The game won the award for "Shooter" in both Editors' Choice and Readers' Choice at IGNs Best of 2000 Awards.

Aggregate score
| Aggregator | Score |
|---|---|
| GameRankings | 74% |

Review scores
| Publication | Score |
|---|---|
| AllGame | 3.5/5 |
| Edge | 6/10 |
| Electronic Gaming Monthly | 6/10 |
| EP Daily | 6/10 |
| Famitsu | 31/40 |
| Game Informer | 7.75/10 |
| GameFan | (J.B.) 91% (T.R.) 89% |
| GameSpot | 6.2/10 |
| IGN | 9/10 |
| Next Generation | 2/5 |
| Official U.S. PlayStation Magazine | 3/5 |
| The Sydney Morning Herald | 4.5/5 |

===Retrospective feedback===
Ace Combat 3 has received better feedback in retrospect, with critics identifying its ambitious design and story. In celebration of the game's 20th anniversary in 2019, Game*Spark retrospectively compared the complex storyline of Electrosphere to that of Final Fantasy VII and Ridge Racer Type 4, praising its branching path system for having a meaningful, interesting impact on the plot as a whole. They also liked the game's futuristic atmosphere and theme, a drastic departure from other Ace Combat games. Game*Spark further stated that Electrosphere was one of the best and most unique games in the series, showing disappointment towards the lack of a modern digital release on platforms such as PlayStation Network.

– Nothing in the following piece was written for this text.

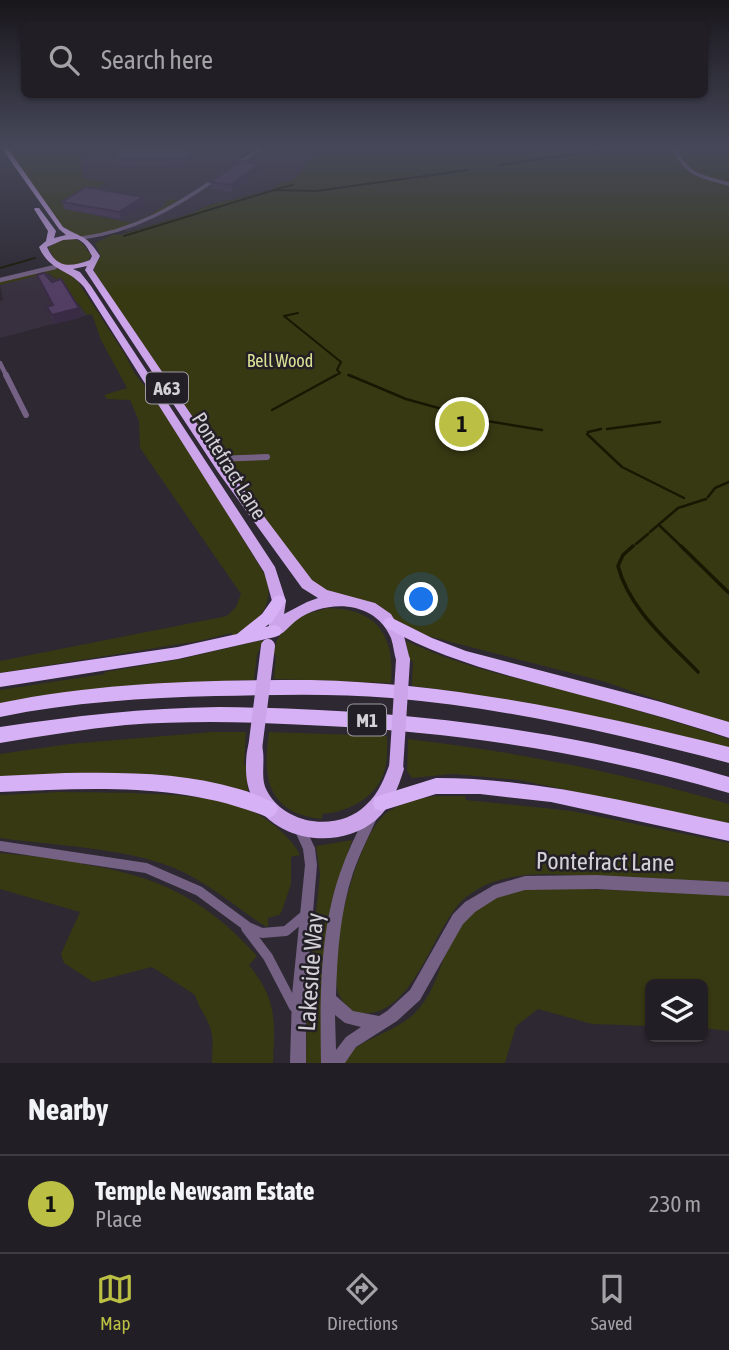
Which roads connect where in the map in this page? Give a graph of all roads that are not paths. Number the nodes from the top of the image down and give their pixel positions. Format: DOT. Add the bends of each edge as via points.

Sebastiano Pezzile, a writer for Player.it, reviewed the game in 2019 to commemorate the launch of Ace Combat 7: Skies Unknown. He compared its story and visual style to that of Neon Genesis Evangelion and Ghost in the Shell, enjoying its larger storyline for being far darker than its predecessors. While Pezille praised its Wipeout-influenced soundtrack, he was critical of the international version for being inferior to Air Combat and Ace Combat 2 from a content standpoint. Writing for GameRevolution, Tyler Treese also expressed his disappointment in the game's international release, believing it made for one of the worst attempts at video game localization.